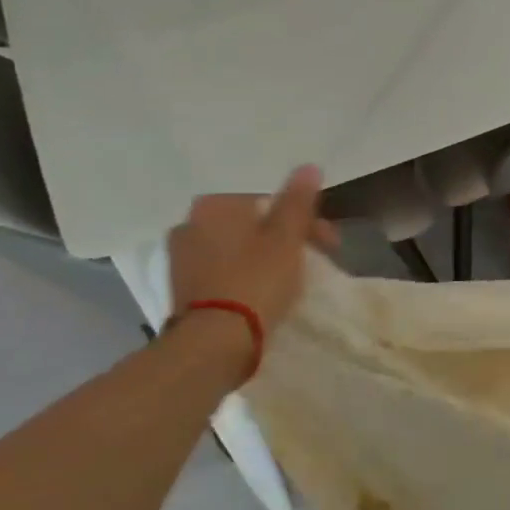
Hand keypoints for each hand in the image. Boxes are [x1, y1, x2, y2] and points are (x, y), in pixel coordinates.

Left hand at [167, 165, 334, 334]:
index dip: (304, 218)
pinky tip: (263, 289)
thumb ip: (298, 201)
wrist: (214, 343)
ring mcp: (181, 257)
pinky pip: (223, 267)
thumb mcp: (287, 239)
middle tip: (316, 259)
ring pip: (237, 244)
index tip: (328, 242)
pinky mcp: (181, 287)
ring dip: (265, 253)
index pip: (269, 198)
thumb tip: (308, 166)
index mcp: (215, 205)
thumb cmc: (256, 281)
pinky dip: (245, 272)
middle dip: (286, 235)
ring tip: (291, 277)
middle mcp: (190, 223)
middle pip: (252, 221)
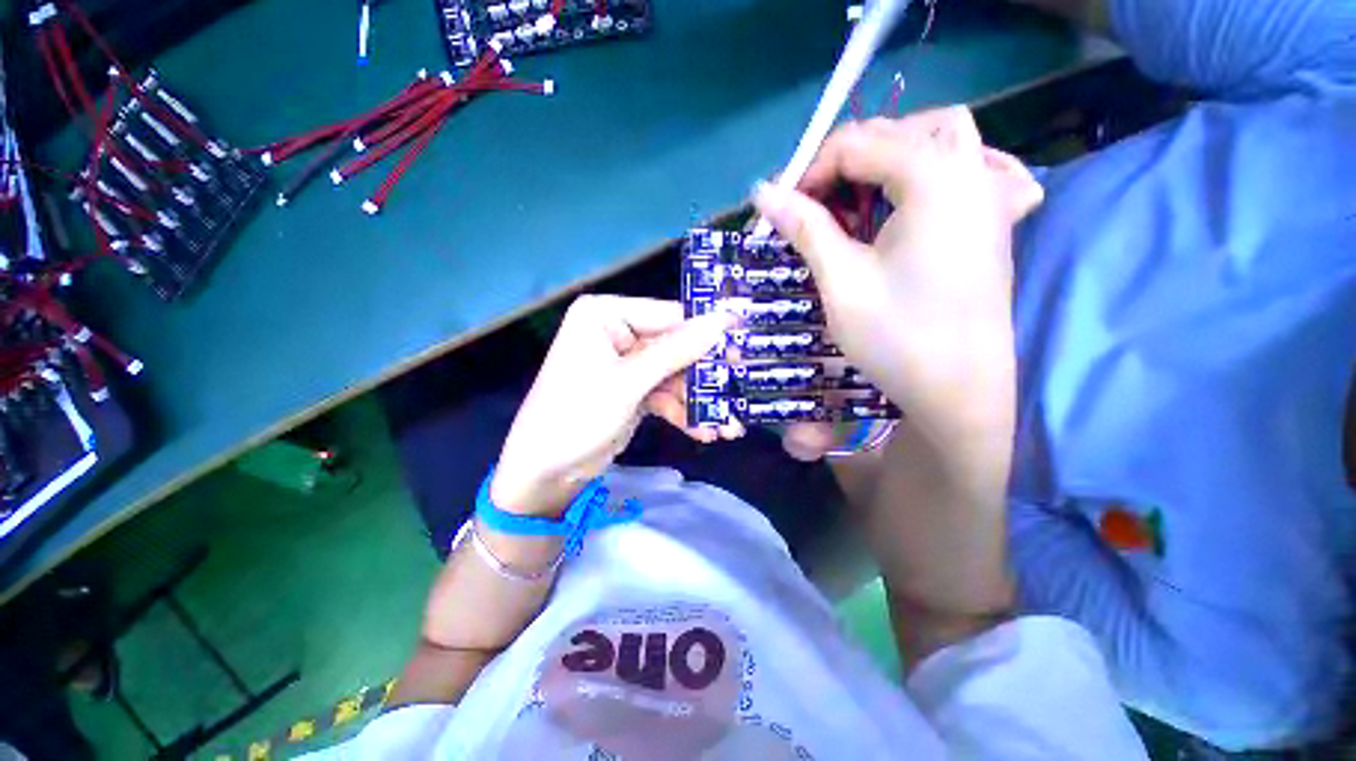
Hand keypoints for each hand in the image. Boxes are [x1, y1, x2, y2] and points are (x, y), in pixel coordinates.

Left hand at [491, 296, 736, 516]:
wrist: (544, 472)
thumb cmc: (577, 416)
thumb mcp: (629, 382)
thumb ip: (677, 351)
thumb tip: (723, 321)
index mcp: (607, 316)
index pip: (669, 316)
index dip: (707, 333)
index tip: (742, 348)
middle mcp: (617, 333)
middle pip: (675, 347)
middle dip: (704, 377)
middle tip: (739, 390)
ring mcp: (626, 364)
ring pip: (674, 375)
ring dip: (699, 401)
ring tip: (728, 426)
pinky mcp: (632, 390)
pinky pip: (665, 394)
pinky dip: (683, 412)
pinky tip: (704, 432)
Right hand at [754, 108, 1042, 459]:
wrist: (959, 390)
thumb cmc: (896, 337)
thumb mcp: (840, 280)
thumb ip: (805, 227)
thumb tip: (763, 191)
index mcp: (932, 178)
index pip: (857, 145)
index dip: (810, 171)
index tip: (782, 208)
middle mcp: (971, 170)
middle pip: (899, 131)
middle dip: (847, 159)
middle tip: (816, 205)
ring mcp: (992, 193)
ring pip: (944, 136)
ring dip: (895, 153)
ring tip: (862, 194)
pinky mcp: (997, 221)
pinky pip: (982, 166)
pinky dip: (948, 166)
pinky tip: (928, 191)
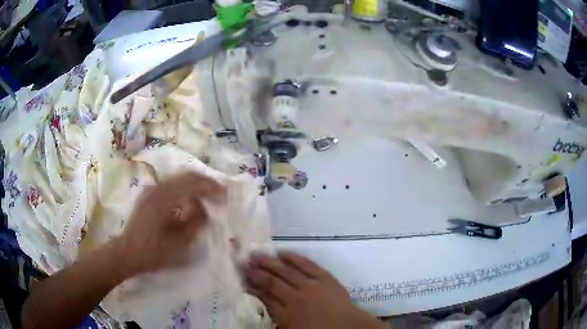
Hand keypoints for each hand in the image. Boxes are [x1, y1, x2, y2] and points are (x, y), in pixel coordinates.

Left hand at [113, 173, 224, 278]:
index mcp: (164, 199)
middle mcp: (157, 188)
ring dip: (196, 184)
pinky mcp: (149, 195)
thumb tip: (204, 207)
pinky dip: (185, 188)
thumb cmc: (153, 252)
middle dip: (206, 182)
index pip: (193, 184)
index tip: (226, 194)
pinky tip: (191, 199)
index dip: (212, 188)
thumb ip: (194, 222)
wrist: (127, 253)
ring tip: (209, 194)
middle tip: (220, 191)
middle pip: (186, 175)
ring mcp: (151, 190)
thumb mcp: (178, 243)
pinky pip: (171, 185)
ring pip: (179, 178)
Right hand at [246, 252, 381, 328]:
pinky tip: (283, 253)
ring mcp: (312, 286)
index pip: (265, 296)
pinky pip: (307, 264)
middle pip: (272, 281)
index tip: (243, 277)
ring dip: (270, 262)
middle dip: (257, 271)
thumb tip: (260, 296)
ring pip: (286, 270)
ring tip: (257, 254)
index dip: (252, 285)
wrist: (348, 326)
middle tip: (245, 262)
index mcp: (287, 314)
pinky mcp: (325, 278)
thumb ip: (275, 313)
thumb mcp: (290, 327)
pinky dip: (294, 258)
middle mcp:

##############################

**Brief**
Scan the entries for the string "Left" and report only how many lines contain it.

**Output**
3